DATA EXTRACT:
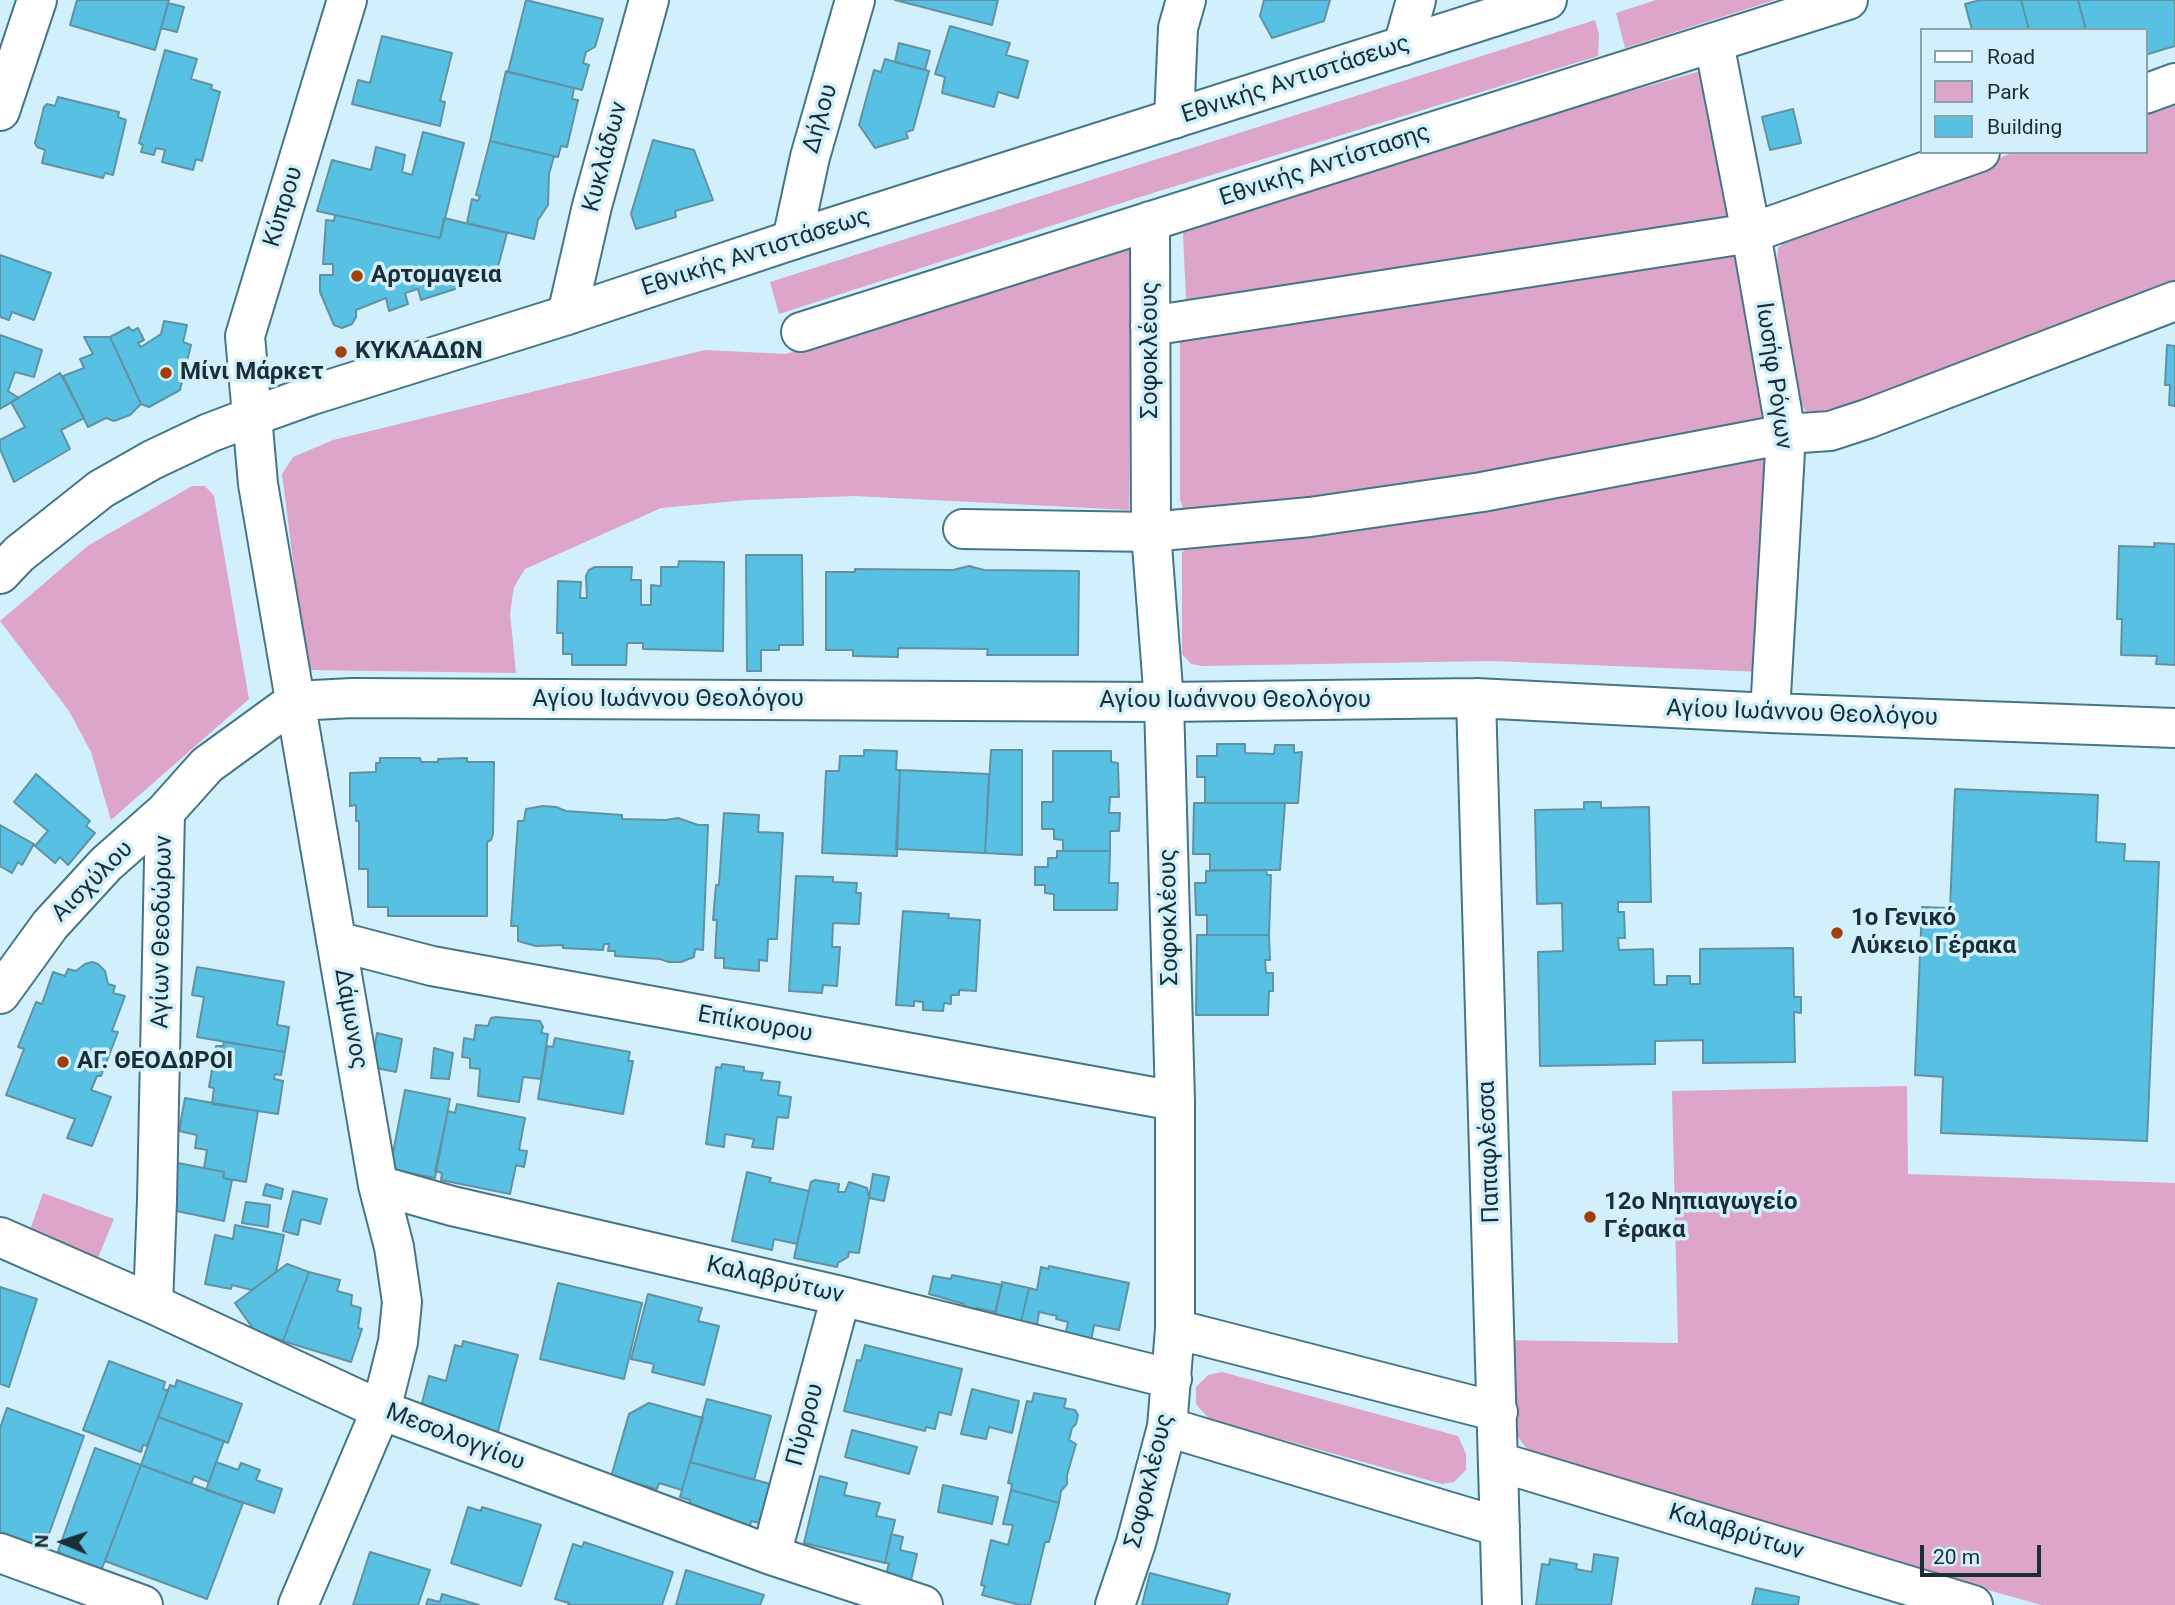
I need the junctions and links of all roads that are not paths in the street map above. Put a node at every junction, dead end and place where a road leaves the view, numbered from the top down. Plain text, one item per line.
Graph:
1 (37, 0) edge
2 (347, 0) edge
3 (649, 0) edge
4 (855, 0) edge
5 (1185, 0) edge
6 (1416, 0) edge
7 (1546, 0) edge
8 (1848, 0) edge
9 (1714, 43) junction
10 (1403, 46) junction
11 (2175, 83) edge
12 (2147, 93) edge
13 (0, 111) edge
14 (1174, 119) junction
15 (1974, 154) edge
16 (1150, 221) junction
17 (1751, 233) junction
18 (792, 240) junction
19 (2175, 301) edge
20 (567, 315) junction
21 (1150, 326) junction
22 (801, 332) dead end
23 (251, 417) junction
24 (1786, 435) junction
25 (963, 529) dead end
26 (1151, 532) junction
27 (0, 574) edge
28 (1476, 698) junction
29 (295, 701) junction
30 (1164, 702) junction
31 (1770, 713) junction
32 (2175, 729) edge
33 (165, 813) junction
34 (336, 941) junction
35 (0, 994) edge
36 (1175, 1101) junction
37 (378, 1185) junction
38 (0, 1237) edge
39 (841, 1296) junction
40 (153, 1304) junction
41 (1175, 1329) junction
42 (1172, 1379) junction
43 (381, 1410) junction
44 (1498, 1412) junction
45 (1167, 1427) junction
46 (1499, 1462) junction
47 (1500, 1527) junction
48 (0, 1553) edge
49 (771, 1555) junction
50 (143, 1605) edge
51 (298, 1605) edge
52 (923, 1605) edge
53 (1115, 1605) edge
54 (1502, 1605) edge
55 (1973, 1605) edge

1 - 13 street
2 - 23 street, Κύπρου
3 - 20 street, Κυκλάδων
4 - 18 street, Δήλου
5 - 14 street
6 - 10 street
7 - 10 street, Εθνικής Αντιστάσεως
8 - 9 street, Εθνικής Αντίστασης
9 - 16 street, Εθνικής Αντίστασης
9 - 17 street, Ιωσήφ Ρόγων
10 - 14 street, Εθνικής Αντιστάσεως
11 - 12 street
14 - 18 street, Εθνικής Αντιστάσεως
15 - 17 street
16 - 21 street, Σοφοκλέους
16 - 22 street, Εθνικής Αντίστασης
17 - 21 street
17 - 24 street, Ιωσήφ Ρόγων
18 - 20 street, Εθνικής Αντιστάσεως
19 - 24 street
20 - 23 street, Εθνικής Αντιστάσεως
21 - 26 street, Σοφοκλέους
23 - 27 street, Εθνικής Αντιστάσεως
23 - 29 street, Δάμωνος
24 - 26 street
24 - 31 street, Ιωσήφ Ρόγων
25 - 26 street
26 - 30 street, Σοφοκλέους
28 - 30 street, Αγίου Ιωάννου Θεολόγου
28 - 31 street, Αγίου Ιωάννου Θεολόγου
28 - 44 street, Παπαφλέσσα
29 - 30 street, Αγίου Ιωάννου Θεολόγου
29 - 33 street, Αισχύλου
29 - 34 street, Δάμωνος
30 - 36 street, Σοφοκλέους
31 - 32 street, Αγίου Ιωάννου Θεολόγου
33 - 35 street, Αισχύλου
33 - 40 street, Αγίων Θεοδώρων
34 - 36 street, Επίκουρου
34 - 37 street, Δάμωνος
36 - 41 street, Σοφοκλέους
37 - 39 street, Καλαβρύτων
37 - 43 street, Δάμωνος
38 - 40 street, Μεσολογγίου
39 - 42 street, Καλαβρύτων
39 - 49 street, Πύρρου
40 - 43 street, Μεσολογγίου
41 - 42 street, Σοφοκλέους
41 - 44 street
42 - 45 street, Σοφοκλέους
43 - 49 street, Μεσολογγίου
43 - 51 street, Δάμωνος
44 - 46 street, Παπαφλέσσα
45 - 47 street
45 - 53 street, Σοφοκλέους
46 - 47 street, Παπαφλέσσα
46 - 55 street, Καλαβρύτων
47 - 54 street, Παπαφλέσσα
48 - 50 street
49 - 52 street, Μεσολογγίου

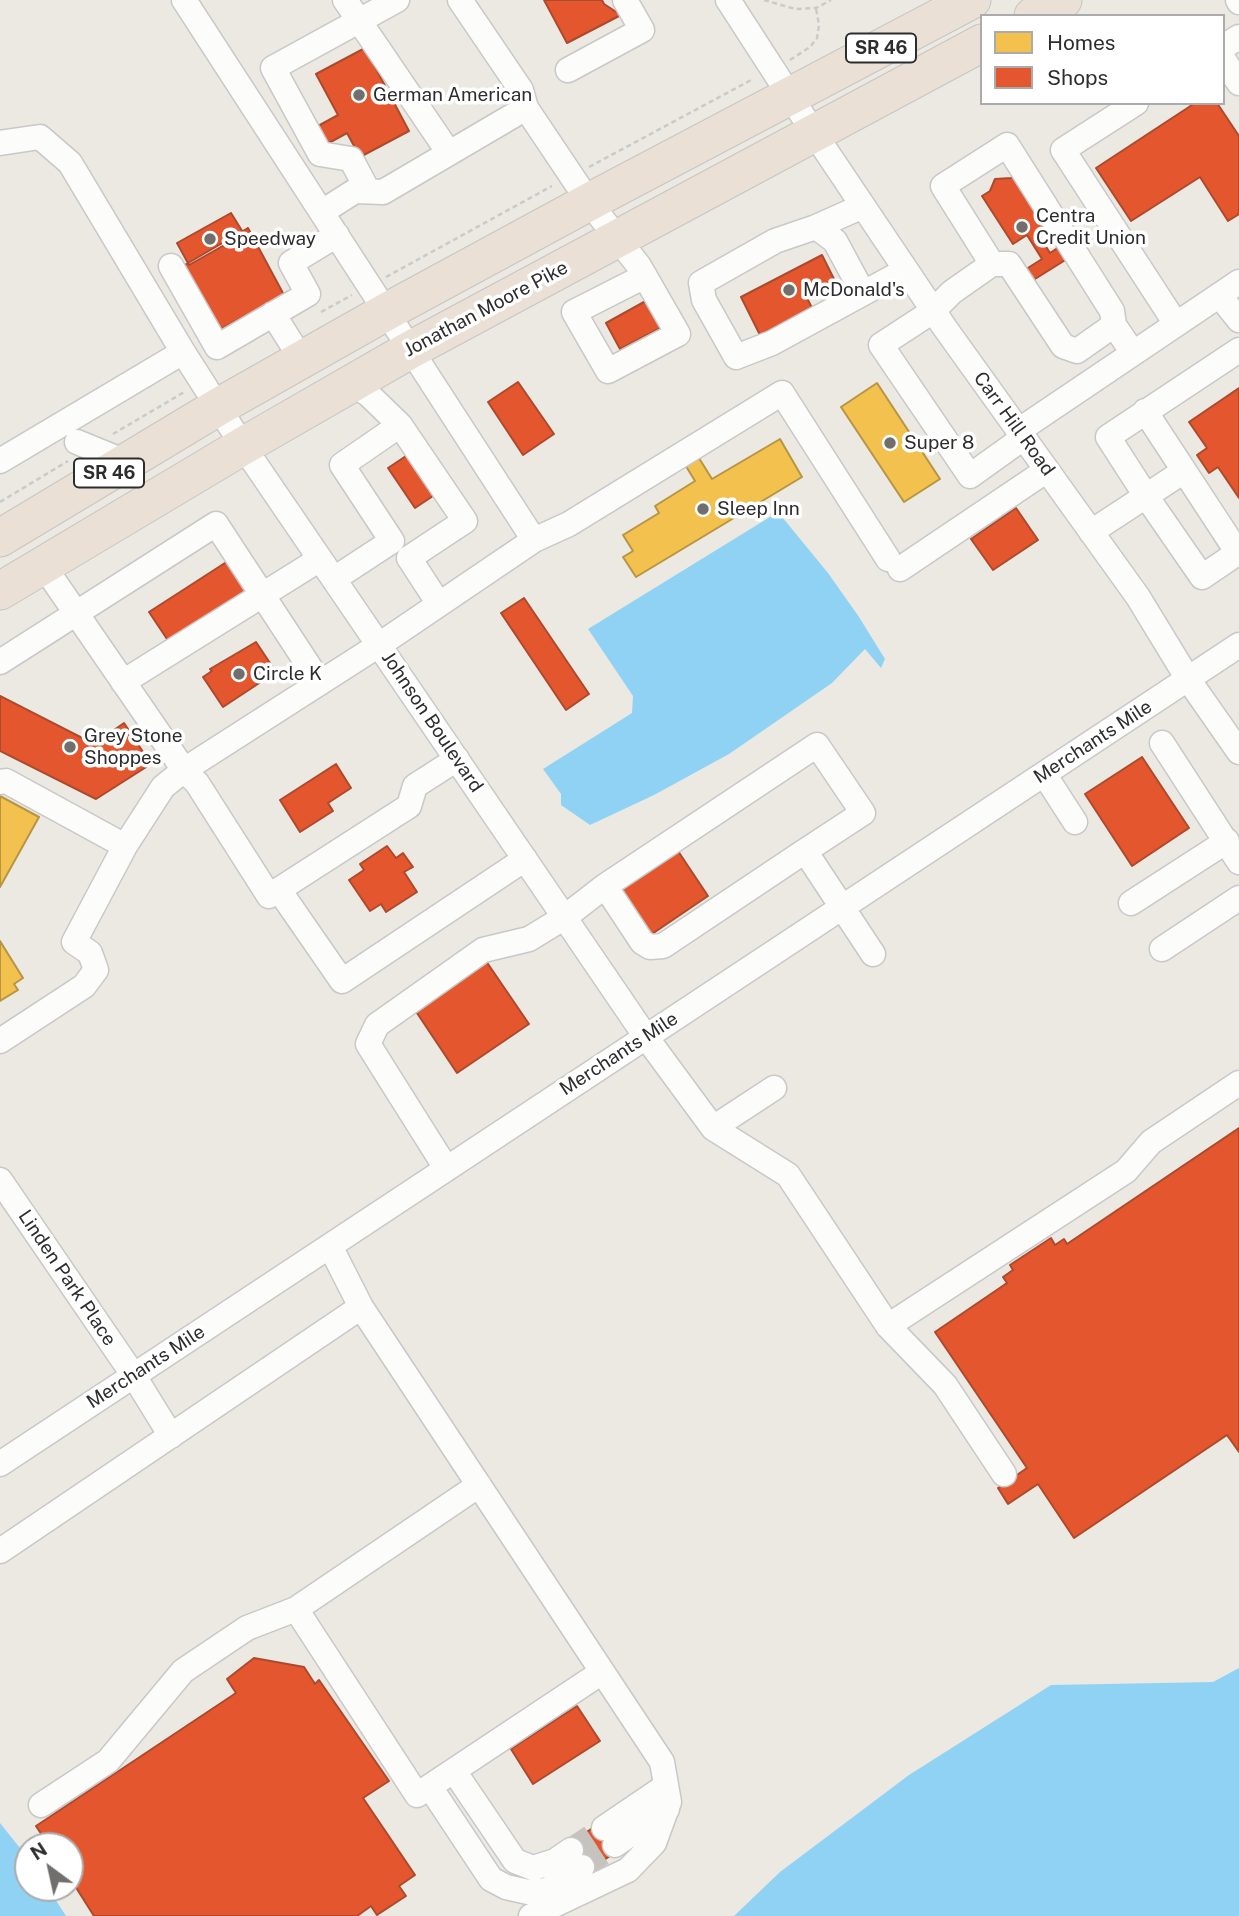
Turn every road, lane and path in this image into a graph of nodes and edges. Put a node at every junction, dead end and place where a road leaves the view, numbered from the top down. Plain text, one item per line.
1 (184, 0) edge
2 (345, 0) edge
3 (397, 0) edge
4 (460, 0) edge
5 (625, 0) edge
6 (728, 0) edge
7 (764, 0) edge
8 (831, 0) edge
9 (972, 0) edge
10 (1063, 0) edge
11 (816, 8) junction
12 (1037, 14) edge
13 (359, 21) junction
14 (980, 44) edge
15 (796, 57) dead end
16 (1225, 62) edge
17 (568, 70) dead end
18 (1239, 83) edge
19 (739, 85) dead end
20 (789, 95) junction
21 (1133, 105) edge
22 (526, 108) junction
23 (814, 133) junction
24 (0, 143) edge
25 (449, 153) junction
26 (577, 185) junction
27 (368, 191) junction
28 (863, 206) junction
29 (322, 212) junction
30 (816, 227) junction
31 (337, 235) junction
32 (617, 239) junction
33 (992, 264) junction
34 (170, 267) dead end
35 (906, 270) junction
36 (645, 276) dead end
37 (1229, 288) edge
38 (863, 293) junction
39 (386, 294) junction
40 (349, 297) dead end
41 (933, 311) junction
42 (318, 313) dead end
43 (273, 314) junction
44 (1239, 320) edge
45 (1176, 324) junction
46 (1114, 325) junction
47 (410, 350) junction
48 (1239, 350) edge
49 (183, 352) junction
50 (1133, 353) junction
51 (302, 360) junction
52 (352, 383) junction
53 (218, 407) junction
54 (1145, 411) junction
55 (400, 425) junction
56 (1021, 434) junction
57 (77, 442) dead end
58 (243, 446) junction
59 (0, 461) edge
60 (126, 463) junction
61 (1046, 470) junction
62 (1184, 471) junction
63 (1146, 496) junction
64 (1091, 532) junction
65 (0, 538) edge
66 (534, 540) junction
67 (401, 550) junction
68 (1238, 552) edge
69 (43, 565) junction
70 (327, 569) junction
71 (0, 591) edge
72 (261, 594) junction
73 (439, 604) junction
74 (76, 612) junction
75 (1239, 645) edge
76 (379, 646) junction
77 (0, 662) edge
78 (1188, 679) junction
79 (123, 682) junction
80 (320, 683) junction
81 (1162, 743) dead end
82 (1239, 752) edge
83 (457, 758) junction
84 (184, 770) junction
85 (1044, 774) junction
86 (0, 782) edge
87 (1075, 822) dead end
88 (125, 846) junction
89 (805, 851) junction
90 (1233, 851) edge
91 (525, 859) junction
92 (605, 886) junction
93 (279, 890) junction
94 (1239, 898) edge
95 (1131, 903) dead end
96 (842, 908) junction
97 (565, 917) junction
98 (1161, 949) dead end
99 (873, 954) dead end
100 (646, 1037) junction
101 (0, 1041) edge
102 (1239, 1083) edge
103 (774, 1088) dead end
104 (713, 1128) junction
105 (446, 1168) junction
106 (0, 1180) edge
107 (330, 1246) junction
108 (361, 1307) junction
109 (888, 1326) junction
110 (134, 1376) junction
111 (171, 1436) junction
112 (0, 1464) edge
113 (1004, 1475) dead end
114 (479, 1485) junction
115 (0, 1550) edge
116 (296, 1609) junction
117 (602, 1672) junction
118 (454, 1771) junction
119 (430, 1787) junction
120 (667, 1797) junction
121 (41, 1805) dead end
122 (609, 1836) tunnel mouth
123 (531, 1916) edge

1 - 29 street
2 - 13 street
3 - 13 street
4 - 22 street
5 - 17 street
6 - 20 street, Carr Hill Road
7 - 11 path
8 - 11 path
9 - 20 highway, SR 46
10 - 12 highway
11 - 15 path
13 - 25 street
13 - 27 street
14 - 23 highway, Jonathan Moore Pike / SR 46
16 - 18 street
19 - 26 path
20 - 23 street, Carr Hill Road
20 - 26 highway, SR 46
21 - 45 street
22 - 25 street
22 - 26 street
23 - 28 street, Carr Hill Road
23 - 32 highway, Jonathan Moore Pike / SR 46
24 - 49 street, Johnson Boulevard
25 - 27 street
26 - 32 street
26 - 39 highway, SR 46
26 - 39 path
27 - 29 street
28 - 30 street
28 - 35 street, Carr Hill Road
29 - 31 street
30 - 38 street
30 - 38 street
31 - 39 street
31 - 43 street
32 - 36 street
32 - 47 highway, Jonathan Moore Pike / SR 46
33 - 41 street
33 - 46 street
33 - 46 street
34 - 43 street
35 - 38 street
35 - 41 street, Carr Hill Road
37 - 44 street
37 - 45 street
39 - 47 street
39 - 51 highway, SR 46
40 - 42 path
41 - 56 street, Carr Hill Road
41 - 56 street
43 - 51 street
45 - 50 street
46 - 50 street
47 - 52 highway, Jonathan Moore Pike / SR 46
47 - 66 street
48 - 54 street
49 - 53 street, Johnson Boulevard
49 - 59 street
50 - 56 street
51 - 53 highway, SR 46
52 - 55 street
52 - 58 highway, Jonathan Moore Pike / SR 46
53 - 58 street, Johnson Boulevard
53 - 60 highway, SR 46
54 - 62 street
54 - 63 street
55 - 67 street
55 - 67 street
56 - 61 street, Carr Hill Road
57 - 60 street
58 - 69 highway, Jonathan Moore Pike / SR 46
58 - 70 street, Johnson Boulevard
60 - 65 highway, SR 46
61 - 64 street, Carr Hill Road
61 - 66 street
62 - 63 street
62 - 68 street
63 - 64 street
63 - 68 street
64 - 78 street, Carr Hill Road
66 - 73 street
67 - 70 street
67 - 73 street
69 - 71 highway, Jonathan Moore Pike / SR 46
69 - 74 street
70 - 72 street
70 - 76 street, Johnson Boulevard
72 - 74 street
72 - 79 street
72 - 80 street
73 - 76 street
74 - 77 street
74 - 79 street
75 - 78 street, Merchants Mile
76 - 80 street
76 - 83 street, Johnson Boulevard
78 - 82 street, Carr Hill Road
78 - 85 street, Merchants Mile
79 - 84 street
80 - 84 street
81 - 90 street
83 - 91 street, Johnson Boulevard
83 - 93 street
84 - 88 street
84 - 93 street
85 - 87 street
85 - 96 street, Merchants Mile
86 - 88 street
88 - 101 street
89 - 92 street
89 - 92 street
89 - 96 street
90 - 95 street
91 - 93 street
91 - 97 street, Johnson Boulevard
92 - 97 street
94 - 98 street
96 - 99 street
96 - 100 street, Merchants Mile
97 - 100 street, Johnson Boulevard
97 - 105 street
100 - 104 street, Johnson Boulevard
100 - 105 street, Merchants Mile
102 - 109 street
103 - 104 street
104 - 109 street
105 - 107 street, Merchants Mile
106 - 110 street, Linden Park Place
107 - 108 street
107 - 110 street, Merchants Mile
108 - 111 street
108 - 114 street
109 - 113 street
110 - 111 street, Linden Park Place
110 - 112 street, Merchants Mile
111 - 115 street
114 - 116 street
114 - 117 street
116 - 119 street
116 - 121 street
117 - 118 street
117 - 120 street
118 - 119 street
118 - 119 street
120 - 122 street
120 - 123 street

ABOUT THIS TASK:
Scan the material above for lines holding the string "Park" and copy those lines.

EXPECTED ANSWER:
106 - 110 street, Linden Park Place
110 - 111 street, Linden Park Place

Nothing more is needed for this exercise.